> [Required work]: Work through the listing below and count the lines that hold "each". Answer with the number alone.

> [The input]:
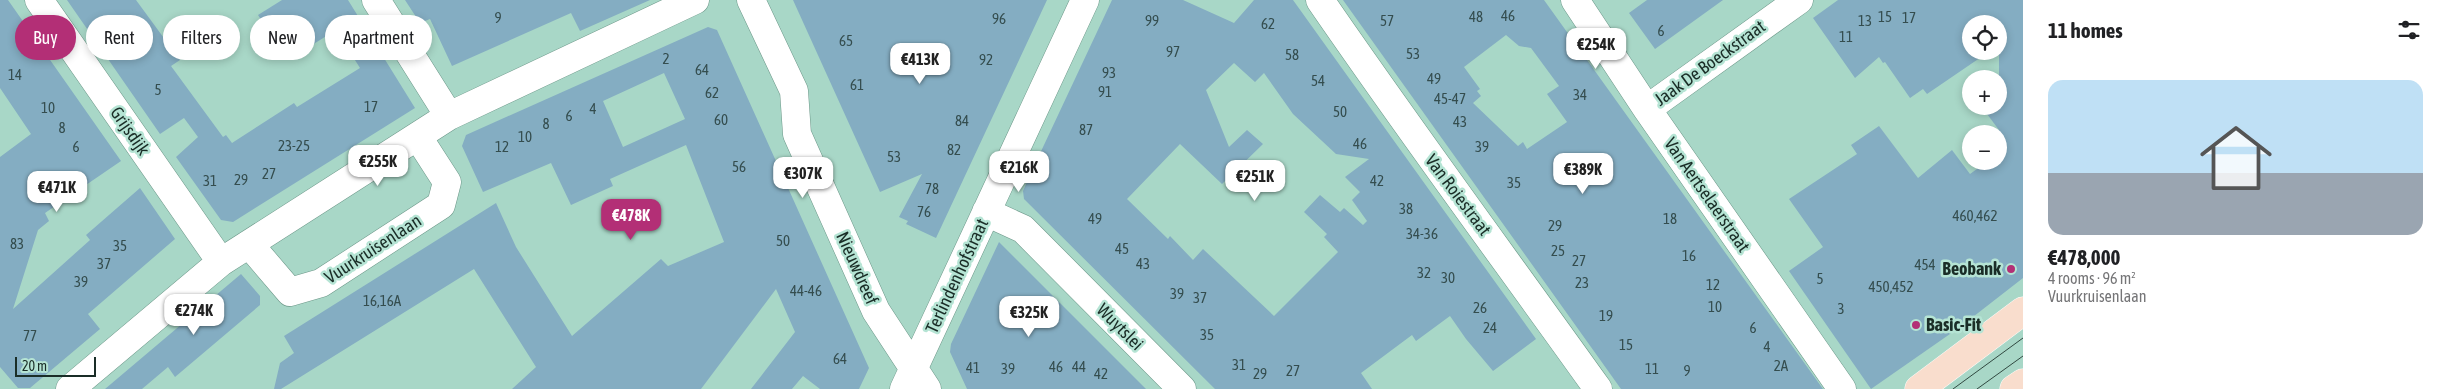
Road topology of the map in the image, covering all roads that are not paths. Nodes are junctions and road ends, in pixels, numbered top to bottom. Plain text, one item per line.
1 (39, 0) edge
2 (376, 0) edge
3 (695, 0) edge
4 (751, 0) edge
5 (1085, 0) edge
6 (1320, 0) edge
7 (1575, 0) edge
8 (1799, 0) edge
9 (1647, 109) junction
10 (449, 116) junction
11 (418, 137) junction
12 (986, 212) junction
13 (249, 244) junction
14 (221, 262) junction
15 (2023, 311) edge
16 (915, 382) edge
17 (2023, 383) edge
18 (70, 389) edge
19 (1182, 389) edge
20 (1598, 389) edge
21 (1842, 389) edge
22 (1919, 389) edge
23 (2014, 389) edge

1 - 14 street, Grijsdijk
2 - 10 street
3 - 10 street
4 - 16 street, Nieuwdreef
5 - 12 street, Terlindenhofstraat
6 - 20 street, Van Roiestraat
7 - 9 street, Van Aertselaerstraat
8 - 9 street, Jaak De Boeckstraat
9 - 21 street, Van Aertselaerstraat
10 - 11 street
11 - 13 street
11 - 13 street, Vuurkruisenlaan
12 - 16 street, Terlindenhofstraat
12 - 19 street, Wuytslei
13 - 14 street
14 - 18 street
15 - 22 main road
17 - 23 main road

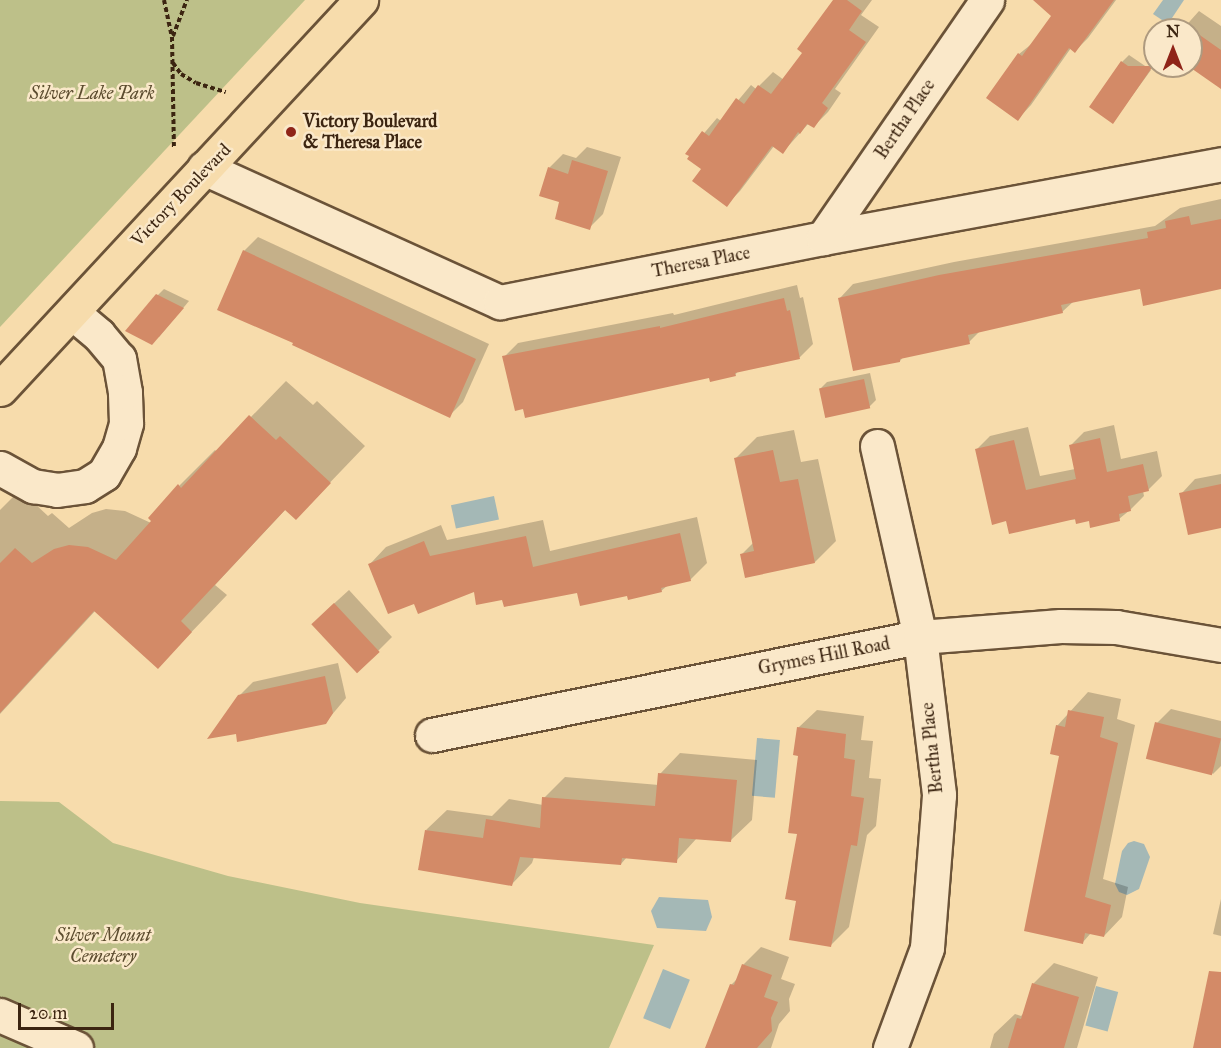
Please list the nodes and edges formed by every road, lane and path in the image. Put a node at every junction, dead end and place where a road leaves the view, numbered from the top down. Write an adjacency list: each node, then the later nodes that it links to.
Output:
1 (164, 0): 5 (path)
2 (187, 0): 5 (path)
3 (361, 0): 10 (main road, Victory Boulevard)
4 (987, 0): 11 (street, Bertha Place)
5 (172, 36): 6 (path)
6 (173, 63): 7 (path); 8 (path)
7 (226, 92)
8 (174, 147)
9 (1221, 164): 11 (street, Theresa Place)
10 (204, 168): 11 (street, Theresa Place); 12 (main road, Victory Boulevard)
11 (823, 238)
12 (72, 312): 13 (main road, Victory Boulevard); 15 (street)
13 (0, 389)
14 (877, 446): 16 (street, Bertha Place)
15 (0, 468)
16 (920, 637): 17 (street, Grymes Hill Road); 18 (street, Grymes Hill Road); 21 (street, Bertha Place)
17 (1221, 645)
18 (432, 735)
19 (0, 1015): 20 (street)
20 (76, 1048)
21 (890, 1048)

==

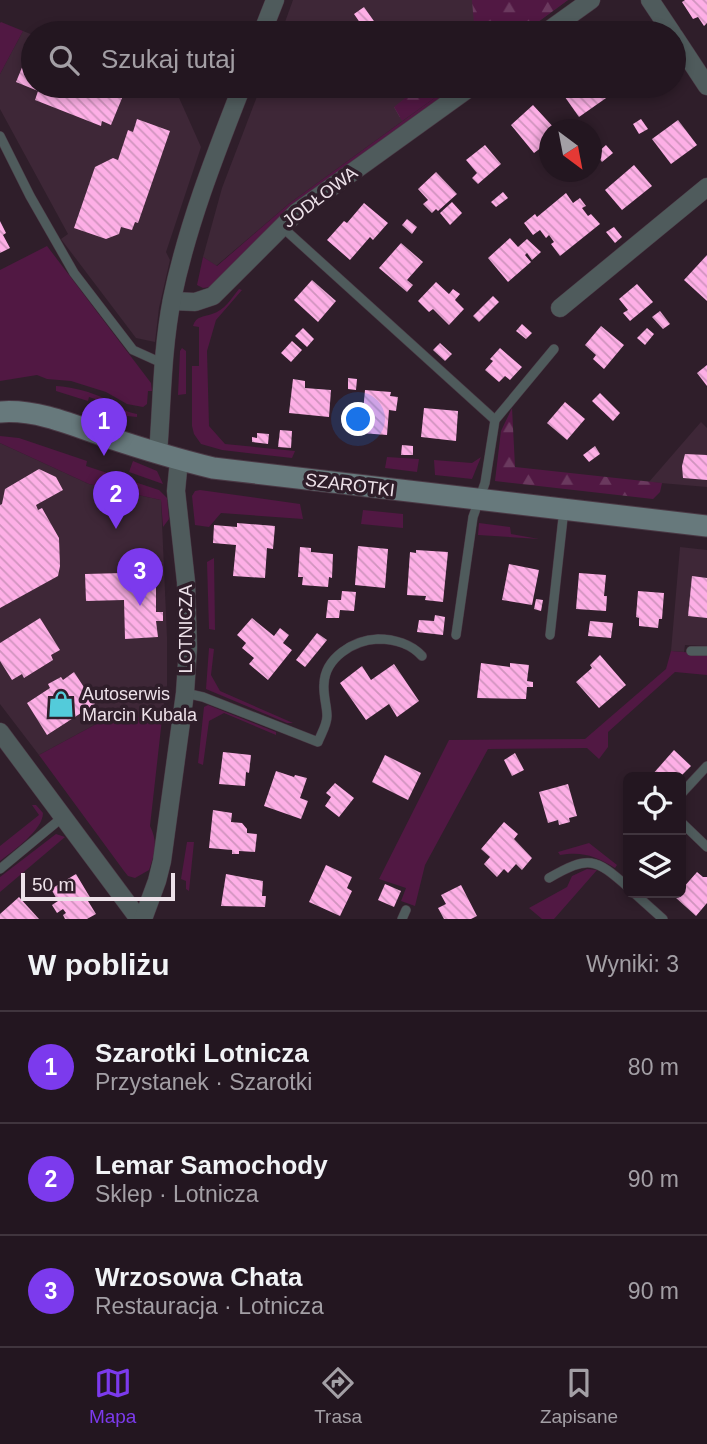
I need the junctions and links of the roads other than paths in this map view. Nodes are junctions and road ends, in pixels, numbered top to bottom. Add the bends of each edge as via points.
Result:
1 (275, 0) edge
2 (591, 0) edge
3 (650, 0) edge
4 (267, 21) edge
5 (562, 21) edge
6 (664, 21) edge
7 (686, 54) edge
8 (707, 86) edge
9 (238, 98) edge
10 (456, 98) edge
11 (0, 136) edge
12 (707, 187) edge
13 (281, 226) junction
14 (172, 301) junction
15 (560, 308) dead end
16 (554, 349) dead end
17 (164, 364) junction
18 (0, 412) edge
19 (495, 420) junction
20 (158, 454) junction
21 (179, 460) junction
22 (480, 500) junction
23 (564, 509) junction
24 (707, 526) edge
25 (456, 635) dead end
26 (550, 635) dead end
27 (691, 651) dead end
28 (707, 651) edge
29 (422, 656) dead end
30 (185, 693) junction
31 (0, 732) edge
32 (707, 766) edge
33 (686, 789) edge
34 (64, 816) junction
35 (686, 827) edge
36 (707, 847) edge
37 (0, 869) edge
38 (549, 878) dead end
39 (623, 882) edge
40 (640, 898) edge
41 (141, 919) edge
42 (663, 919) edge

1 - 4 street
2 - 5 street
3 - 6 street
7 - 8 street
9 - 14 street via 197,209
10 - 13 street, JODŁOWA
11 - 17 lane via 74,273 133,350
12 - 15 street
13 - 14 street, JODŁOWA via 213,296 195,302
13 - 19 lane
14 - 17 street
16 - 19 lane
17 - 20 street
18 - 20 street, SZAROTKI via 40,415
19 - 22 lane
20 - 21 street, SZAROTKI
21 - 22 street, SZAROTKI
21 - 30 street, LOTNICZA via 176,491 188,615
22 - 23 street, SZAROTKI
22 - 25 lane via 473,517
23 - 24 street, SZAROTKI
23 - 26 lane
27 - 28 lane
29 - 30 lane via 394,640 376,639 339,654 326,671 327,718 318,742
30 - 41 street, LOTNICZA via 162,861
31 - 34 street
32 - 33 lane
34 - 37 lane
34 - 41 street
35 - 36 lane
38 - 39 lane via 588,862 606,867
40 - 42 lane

> [Answer to the problem]: 2